→ **Data records**
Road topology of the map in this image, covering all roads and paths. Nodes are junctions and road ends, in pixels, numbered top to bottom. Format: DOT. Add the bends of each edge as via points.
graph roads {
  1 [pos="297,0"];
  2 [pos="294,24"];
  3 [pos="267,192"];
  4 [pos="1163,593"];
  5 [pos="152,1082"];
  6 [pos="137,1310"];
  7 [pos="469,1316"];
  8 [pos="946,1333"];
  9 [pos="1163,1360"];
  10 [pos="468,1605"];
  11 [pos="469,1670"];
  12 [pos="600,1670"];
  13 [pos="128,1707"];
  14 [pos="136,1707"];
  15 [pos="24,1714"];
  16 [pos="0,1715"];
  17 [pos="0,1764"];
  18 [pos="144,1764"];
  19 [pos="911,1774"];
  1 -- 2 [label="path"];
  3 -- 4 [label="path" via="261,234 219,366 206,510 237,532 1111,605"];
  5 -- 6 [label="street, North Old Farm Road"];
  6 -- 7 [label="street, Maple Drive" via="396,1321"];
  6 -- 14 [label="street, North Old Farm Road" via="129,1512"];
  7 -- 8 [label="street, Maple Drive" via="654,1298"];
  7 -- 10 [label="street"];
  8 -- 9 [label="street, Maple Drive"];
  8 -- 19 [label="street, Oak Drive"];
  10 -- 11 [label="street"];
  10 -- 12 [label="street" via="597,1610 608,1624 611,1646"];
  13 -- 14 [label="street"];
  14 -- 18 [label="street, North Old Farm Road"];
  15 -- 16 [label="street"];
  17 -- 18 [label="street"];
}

→ **Exercise goal**
An exact restatement of all the entries above is needed.

→ **Finished task**
Road topology of the map in this image, covering all roads and paths. Nodes are junctions and road ends, in pixels, numbered top to bottom. Format: DOT. Add the bends of each edge as via points.
graph roads {
  1 [pos="297,0"];
  2 [pos="294,24"];
  3 [pos="267,192"];
  4 [pos="1163,593"];
  5 [pos="152,1082"];
  6 [pos="137,1310"];
  7 [pos="469,1316"];
  8 [pos="946,1333"];
  9 [pos="1163,1360"];
  10 [pos="468,1605"];
  11 [pos="469,1670"];
  12 [pos="600,1670"];
  13 [pos="128,1707"];
  14 [pos="136,1707"];
  15 [pos="24,1714"];
  16 [pos="0,1715"];
  17 [pos="0,1764"];
  18 [pos="144,1764"];
  19 [pos="911,1774"];
  1 -- 2 [label="path"];
  3 -- 4 [label="path" via="261,234 219,366 206,510 237,532 1111,605"];
  5 -- 6 [label="street, North Old Farm Road"];
  6 -- 7 [label="street, Maple Drive" via="396,1321"];
  6 -- 14 [label="street, North Old Farm Road" via="129,1512"];
  7 -- 8 [label="street, Maple Drive" via="654,1298"];
  7 -- 10 [label="street"];
  8 -- 9 [label="street, Maple Drive"];
  8 -- 19 [label="street, Oak Drive"];
  10 -- 11 [label="street"];
  10 -- 12 [label="street" via="597,1610 608,1624 611,1646"];
  13 -- 14 [label="street"];
  14 -- 18 [label="street, North Old Farm Road"];
  15 -- 16 [label="street"];
  17 -- 18 [label="street"];
}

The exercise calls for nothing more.